(Stored data entries)

--------------------------------------------------

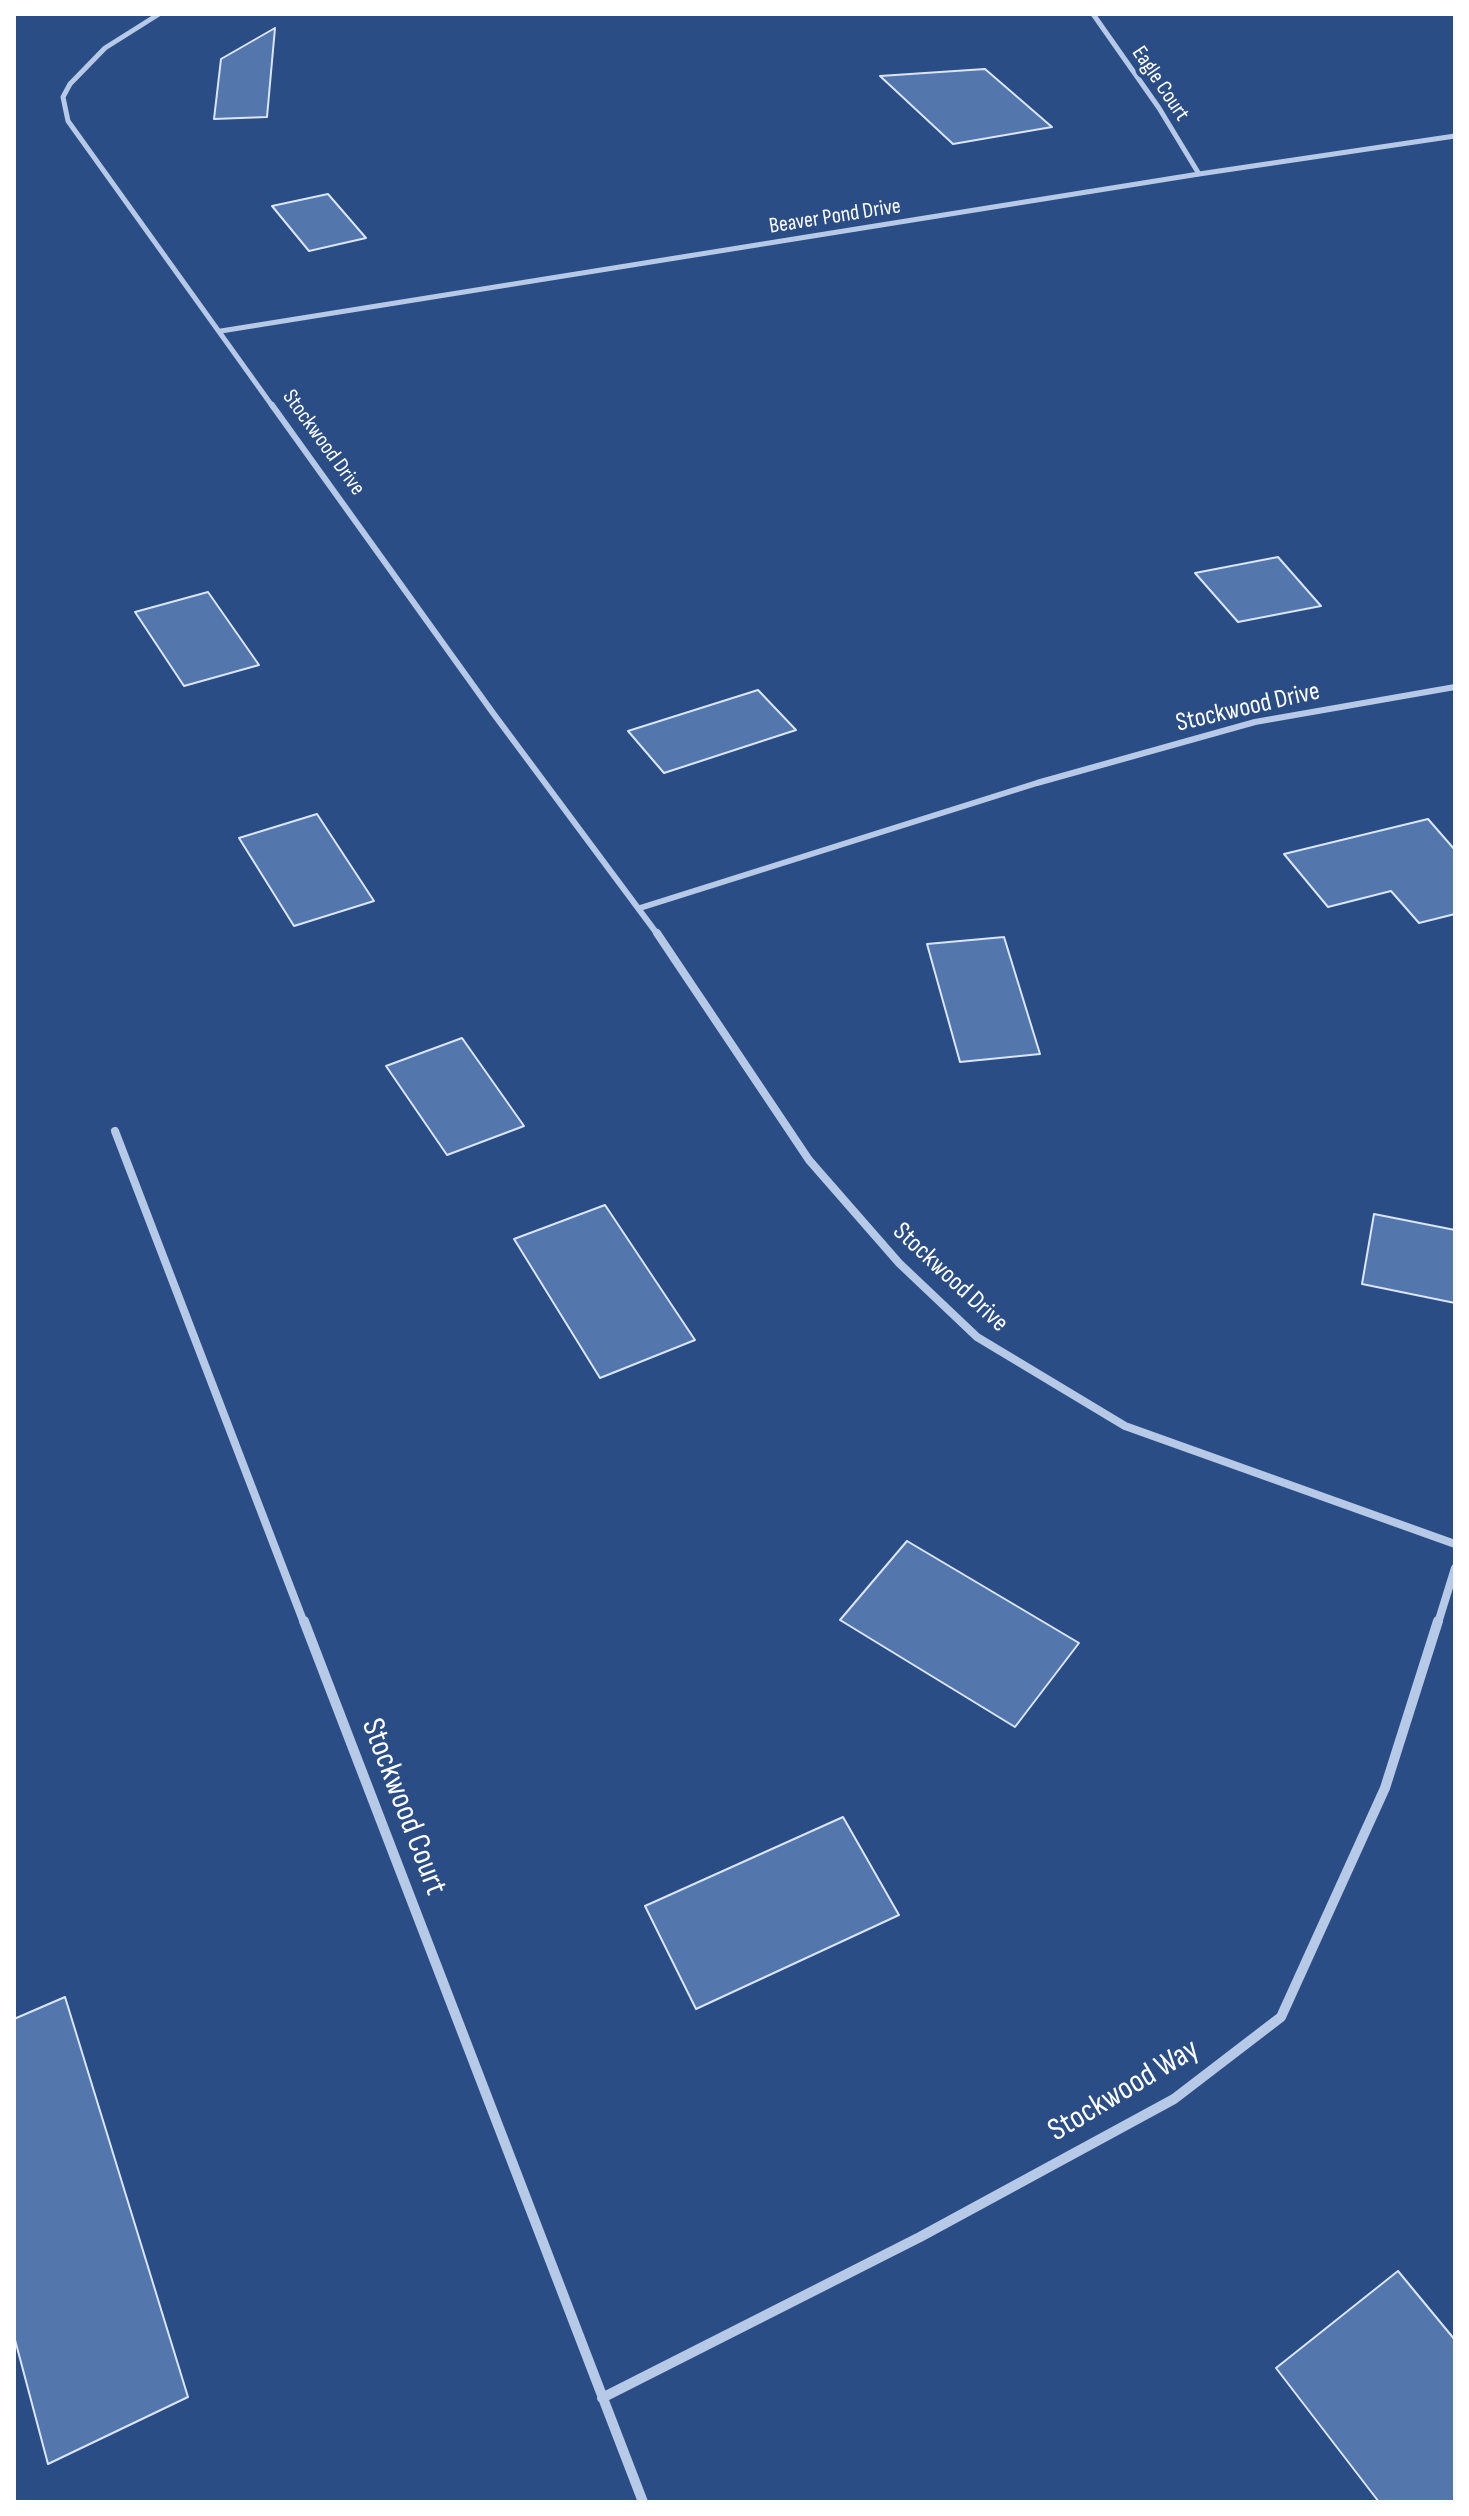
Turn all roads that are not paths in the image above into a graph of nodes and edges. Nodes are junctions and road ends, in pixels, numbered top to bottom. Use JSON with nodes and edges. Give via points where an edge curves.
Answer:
{"nodes":[{"id":1,"x":159,"y":14,"type":"edge"},
{"id":2,"x":1093,"y":14,"type":"edge"},
{"id":3,"x":1455,"y":136,"type":"edge"},
{"id":4,"x":1199,"y":174,"type":"junction"},
{"id":5,"x":221,"y":331,"type":"junction"},
{"id":6,"x":1455,"y":687,"type":"edge"},
{"id":7,"x":640,"y":908,"type":"junction"},
{"id":8,"x":115,"y":1131,"type":"dead end"},
{"id":9,"x":1455,"y":1544,"type":"edge"},
{"id":10,"x":1455,"y":1568,"type":"edge"},
{"id":11,"x":602,"y":2398,"type":"junction"},
{"id":12,"x":643,"y":2502,"type":"edge"}],
"edges":[{"from":1,"to":5,"type":"street","name":"Stockwood Drive","via":[[105,48],[63,97],[68,121]]},
{"from":2,"to":4,"type":"street","name":"Eagle Court"},
{"from":3,"to":4,"type":"street","name":"Beaver Pond Drive"},
{"from":4,"to":5,"type":"street","name":"Beaver Pond Drive"},
{"from":5,"to":7,"type":"street","name":"Stockwood Drive","via":[[493,713]]},
{"from":6,"to":7,"type":"street","name":"Stockwood Drive","via":[[1255,722],[1037,783]]},
{"from":7,"to":9,"type":"street","name":"Stockwood Drive","via":[[809,1160],[899,1263],[977,1337],[1125,1426]]},
{"from":8,"to":11,"type":"street","name":"Stockwood Court"},
{"from":10,"to":11,"type":"street","name":"Stockwood Way","via":[[1385,1788],[1281,2017],[1174,2099],[920,2237]]},
{"from":11,"to":12,"type":"street","name":"Stockwood Court"}]}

--------------------------------------------------

WORK TO BE COMPLETED:
Transcribe each entry precisely as given, leaving the pictures out.

FINISHED TASK:
Turn all roads that are not paths in the image above into a graph of nodes and edges. Nodes are junctions and road ends, in pixels, numbered top to bottom. Use JSON with nodes and edges. Give via points where an edge curves.
Answer:
{"nodes":[{"id":1,"x":159,"y":14,"type":"edge"},
{"id":2,"x":1093,"y":14,"type":"edge"},
{"id":3,"x":1455,"y":136,"type":"edge"},
{"id":4,"x":1199,"y":174,"type":"junction"},
{"id":5,"x":221,"y":331,"type":"junction"},
{"id":6,"x":1455,"y":687,"type":"edge"},
{"id":7,"x":640,"y":908,"type":"junction"},
{"id":8,"x":115,"y":1131,"type":"dead end"},
{"id":9,"x":1455,"y":1544,"type":"edge"},
{"id":10,"x":1455,"y":1568,"type":"edge"},
{"id":11,"x":602,"y":2398,"type":"junction"},
{"id":12,"x":643,"y":2502,"type":"edge"}],
"edges":[{"from":1,"to":5,"type":"street","name":"Stockwood Drive","via":[[105,48],[63,97],[68,121]]},
{"from":2,"to":4,"type":"street","name":"Eagle Court"},
{"from":3,"to":4,"type":"street","name":"Beaver Pond Drive"},
{"from":4,"to":5,"type":"street","name":"Beaver Pond Drive"},
{"from":5,"to":7,"type":"street","name":"Stockwood Drive","via":[[493,713]]},
{"from":6,"to":7,"type":"street","name":"Stockwood Drive","via":[[1255,722],[1037,783]]},
{"from":7,"to":9,"type":"street","name":"Stockwood Drive","via":[[809,1160],[899,1263],[977,1337],[1125,1426]]},
{"from":8,"to":11,"type":"street","name":"Stockwood Court"},
{"from":10,"to":11,"type":"street","name":"Stockwood Way","via":[[1385,1788],[1281,2017],[1174,2099],[920,2237]]},
{"from":11,"to":12,"type":"street","name":"Stockwood Court"}]}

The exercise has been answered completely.